Does anyone have any infor on the Giro G10 Audio Series Helmet...?
Giro G10 Audio Series Helmet from Backcountry.com


----------



## Guest (Feb 12, 2008)

I like both Pro Tec and RED helmets. The Giros just don't fit my dome quite right but they are a prety popular pick too. Right now I have a R.E.D. Hi Fi with Skull Candy sub woofer audio. Tis the lightest snow certed helmet right now and has some cool features like a zip clip chin strap that self adjusts, goggle gasket that fixes gapers gap, and several cool audio and bluetooth accessories that you can purchase with it.


----------



## NYCboarder (Jan 26, 2008)

only reason i haven't purchased the hi-fi.. beacuse it makes me look like a bobble head. its kinda bulky.. also i look like i belong in starwars lol


----------



## Guest (Feb 12, 2008)

NYCboarder said:


> only reason i haven't purchased the hi-fi.. beacuse it makes me look like a bobble head. its kinda bulky.. also i look like i belong in starwars lol


It is definately a bigger looking helmet. But it is light as hell which is what really matters when you have it on. Noeone looks real cool in a helmet anyways, so you might as well have something on that is so damn light, you hardly notice it. But I definately agree, it is a little bit on the star wars side look wise .


----------



## NYCboarder (Jan 26, 2008)

lol.. i got to try the G10 on it was pretty light.. but i hear the audio onit is crap.. and i hear mix reviews on the hi fi subwoofer
sound quality... honestly whats your experience with them


----------



## Guest (Feb 12, 2008)

It has the best quality ive tried on a snowboard helmet so far. A close second is the Plantronics Audioforce system you can get for pro-tecs. The speakers on the Hi Fi subwoofer are the same as the ones on the Skullcandy Skull crushers. The mini subs give an excellent base feel that is really nice if you jam to a lot of hip hop or reggae. It also has a nice mute button on the left ear, sound adjustment buttons on the right ear, and base adjustment on a little dial on the headset cord. My only real complaint is the speakers are really big so if you strap your helmet on real tight, the headphones scrunch your ears up a bit.

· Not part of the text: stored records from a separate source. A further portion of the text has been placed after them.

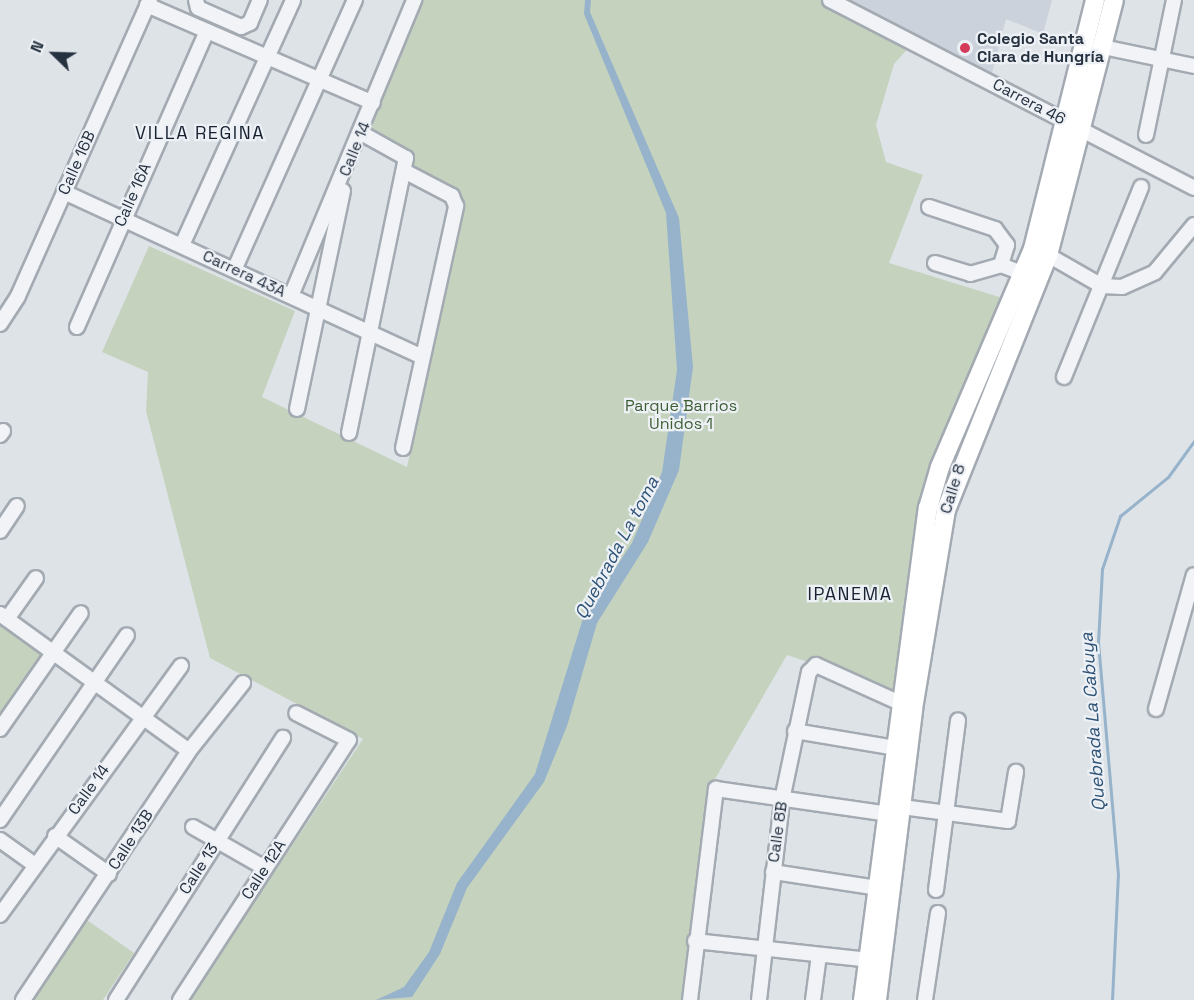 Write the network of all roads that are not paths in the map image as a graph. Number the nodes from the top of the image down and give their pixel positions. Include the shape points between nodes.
1 (196, 0) edge
2 (260, 0) edge
3 (293, 0) edge
4 (355, 0) edge
5 (414, 0) edge
6 (830, 0) edge
7 (1095, 0) edge
8 (1114, 0) edge
9 (1174, 0) edge
10 (148, 3) edge
11 (207, 31) junction
12 (1103, 47) junction
13 (267, 58) junction
14 (1162, 59) junction
15 (1194, 66) edge
16 (321, 82) junction
17 (373, 104) junction
18 (1076, 127) junction
19 (361, 133) junction
20 (1146, 135) dead end
21 (348, 168) junction
22 (404, 171) junction
23 (1140, 187) dead end
24 (1194, 188) edge
25 (64, 192) junction
26 (929, 207) dead end
27 (123, 218) junction
28 (1194, 225) edge
29 (182, 245) junction
30 (1048, 255) junction
31 (935, 263) dead end
32 (1001, 265) junction
33 (236, 268) junction
34 (1025, 274) junction
35 (1102, 286) junction
36 (291, 296) junction
37 (319, 310) junction
38 (0, 324) edge
39 (77, 327) dead end
40 (371, 330) junction
41 (422, 357) junction
42 (1064, 377) dead end
43 (297, 410) dead end
44 (350, 433) dead end
45 (403, 448) dead end
46 (17, 506) dead end
47 (0, 531) edge
48 (1194, 575) edge
49 (36, 578) dead end
50 (81, 613) dead end
51 (3, 616) edge
52 (127, 635) dead end
53 (54, 652) junction
54 (181, 666) dead end
55 (95, 682) junction
56 (243, 683) dead end
57 (907, 707) junction
58 (1156, 709) dead end
59 (296, 713) dead end
60 (143, 717) junction
61 (958, 720) dead end
62 (0, 729) edge
63 (795, 731) junction
64 (283, 738) dead end
65 (896, 748) junction
66 (189, 751) junction
67 (1016, 772) dead end
68 (782, 800) junction
69 (897, 812) junction
70 (946, 813) junction
71 (0, 820) edge
72 (193, 827) dead end
73 (55, 836) junction
74 (0, 840) edge
75 (216, 842) junction
76 (35, 865) junction
77 (266, 868) junction
78 (772, 872) junction
79 (109, 874) junction
80 (877, 888) junction
81 (936, 890) dead end
82 (938, 913) dead end
83 (0, 915) edge
84 (696, 941) junction
85 (764, 950) junction
86 (819, 955) junction
87 (869, 960) junction
88 (118, 999) edge
89 (23, 1000) edge
90 (180, 1000) edge
91 (690, 1000) edge
92 (763, 1000) edge
93 (813, 1000) edge
94 (863, 1000) edge
95 (877, 1000) edge
96 (925, 1000) edge

1 - 2 street via 198,8 241,27 250,22
3 - 13 street
4 - 16 street
5 - 17 street, Calle 14
6 - 18 street, Carrera 46
7 - 18 main road, Calle 8
8 - 12 main road, Calle 8
9 - 14 street
10 - 11 street
10 - 25 street, Calle 16B
11 - 13 street
11 - 27 street, Calle 16A
12 - 14 street
12 - 18 main road, Calle 8
13 - 16 street
13 - 29 street
14 - 15 street
14 - 20 street
16 - 17 street
16 - 33 street
17 - 19 street, Calle 14
18 - 24 street, Carrera 46
18 - 30 main road, Calle 8
18 - 34 main road, Calle 8
19 - 21 street, Calle 14
19 - 22 street via 404,153
21 - 36 street, Calle 14
21 - 37 street
22 - 40 street
22 - 41 street via 452,196 456,206
23 - 35 street
25 - 27 street, Carrera 43A
25 - 38 street, Calle 16B via 18,297
26 - 32 street via 1003,236
27 - 29 street, Carrera 43A
27 - 39 street, Calle 16A
28 - 35 street via 1155,272 1133,285
29 - 33 street, Carrera 43A
30 - 35 street
30 - 57 main road, Calle 8 via 955,477
31 - 32 street via 970,274
32 - 34 street
33 - 36 street, Carrera 43A
34 - 57 main road, Calle 8 via 934,488
35 - 42 street
36 - 37 street, Carrera 43A
37 - 40 street, Carrera 43A
37 - 43 street
40 - 41 street, Carrera 43A
40 - 44 street
41 - 45 street
46 - 47 street
48 - 58 street
49 - 51 street
50 - 53 street
51 - 53 street
52 - 55 street
53 - 55 street
53 - 62 street
54 - 60 street, Calle 14
55 - 60 street
55 - 71 street
56 - 66 street, Calle 13B
57 - 63 street, Calle 8B via 811,667
57 - 65 main road, Calle 8
57 - 69 main road, Calle 8
59 - 77 street, Calle 12A via 349,740
60 - 66 street
60 - 73 street, Calle 14
61 - 70 street
63 - 65 street
63 - 68 street, Calle 8B
64 - 75 street, Calle 13
65 - 69 main road, Calle 8
66 - 79 street, Calle 13B
67 - 70 street via 1008,821
68 - 69 street
68 - 78 street, Calle 8B
68 - 84 street via 716,789
69 - 70 street
69 - 80 main road, Calle 8
69 - 95 main road, Calle 8
70 - 81 street
72 - 75 street
73 - 76 street, Calle 14
73 - 79 street
74 - 76 street
75 - 77 street
75 - 88 street, Calle 13
76 - 83 street, Calle 14
77 - 90 street, Calle 12A
78 - 80 street
78 - 85 street, Calle 8B
79 - 89 street, Calle 13B
80 - 87 main road, Calle 8
82 - 96 street
84 - 85 street
84 - 91 street
85 - 86 street
85 - 92 street, Calle 8B
86 - 87 street
86 - 93 street
87 - 94 main road, Calle 8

So far it has been the best thing I could find next to actually having some high quality headphones on. :thumbsup:


----------



## rubbertoe (Aug 29, 2007)

Alaric, I've noticed that on the bright sun shiny days I've been getting brain fry in my black helmet. I would recommend a light colored one if you ever plan on riding the southwest. Southern Colorado being southwest in my opinion.


----------



## NYCboarder (Jan 26, 2008)

PapaWood said:


> It has the best quality ive tried on a snowboard helmet so far. A close second is the Plantronics Audioforce system you can get for pro-tecs. The speakers on the Hi Fi subwoofer are the same as the ones on the Skullcandy Skull crushers. The mini subs give an excellent base feel that is really nice if you jam to a lot of hip hop or reggae. It also has a nice mute button on the left ear, sound adjustment buttons on the right ear, and base adjustment on a little dial on the headset cord. My only real complaint is the speakers are really big so if you strap your helmet on real tight, the headphones scrunch your ears up a bit.
> 
> So far it has been the best thing I could find next to actually having some high quality headphones on. :thumbsup:



i just ordered the shaun white hi-fi.. it fit me better then the normal hi fi did.. i got the subwoofer ear pieces also.. are they easy to pop in and out?


----------



## Guest (Feb 13, 2008)

NYCboarder said:


> i just ordered the shaun white hi-fi.. it fit me better then the normal hi fi did.. i got the subwoofer ear pieces also.. are they easy to pop in and out?


Ya they just pop out at the ears and velcro in the back. I change mine out all the time between the standard liner and the subwoofer one. Im sure you'll enjoy. :thumbsup:

The Shaun White Hi Fi is identical to the standard one except for graphics. The Shaun White one you tried probably just had a different foam configuration on it. They are prety adjustable fit wise if u change around the pads inside.


----------



## Guest (Feb 13, 2008)

picked up my grey giro helmet with removal ear covers from marshalls a few weeks ago. not sure what kind it is, but it is a nice helmet and only ran me $30.


----------



## NYCboarder (Jan 26, 2008)

PapaWood said:


> Ya they just pop out at the ears and velcro in the back. I change mine out all the time between the standard liner and the subwoofer one. Im sure you'll enjoy. :thumbsup:
> 
> The Shaun White Hi Fi is identical to the standard one except for graphics. The Shaun White one you tried probably just had a different foam configuration on it. They are prety adjustable fit wise if u change around the pads inside.


ohhh i feel like an idiot lol.. i thought the shape was slightly different. oh well i found it online cheaper then i would have paid for the regular hi-fi in the store around me so i dont feel like to much of a fool... thanks again for the info..


----------



## alaric (Aug 28, 2007)

Thanks for the advice rubbertoe, I'll keep that in mind


----------



## Guest (Feb 14, 2008)

NYCboarder said:


> ohhh i feel like an idiot lol.. i thought the shape was slightly different. oh well i found it online cheaper then i would have paid for the regular hi-fi in the store around me so i dont feel like to much of a fool... thanks again for the info..


Ah no need to feel like an idiot brosef is all good . I actually wanted the Shaun White one but couldn't find one close to as cheap. Sounds like you got yerself a steal on a sick helmet. Shaun White wears a Trace helmet a lot too so you might have mistaken it for a different shape if you were watching him ride. The R.E.Ds are sick!


----------



## PaoloSmythe (Aug 19, 2007)

alaric said:


> Thanks for the advice rubbertoe, I'll keep that in mind


alternatively....


----------



## NYCboarder (Jan 26, 2008)

dude the hi-fi subwoofer helmet is loud! better then when i had my earbuds in! i love it


----------



## Guest (Feb 19, 2008)

NYCboarder said:


> dude the hi-fi subwoofer helmet is loud! better then when i had my earbuds in! i love it


Fo sure bro. Definately the loudest, highest quality dome system I could find. You can't really go wrong with Skull Candy speakers in the damn thing. Glad you enjoy it.


----------



## NYCboarder (Jan 26, 2008)

PapaWood said:


> Fo sure bro. Definately the loudest, highest quality dome system I could find. You can't really go wrong with Skull Candy speakers in the damn thing. Glad you enjoy it.


:thumbsup::dunno:


----------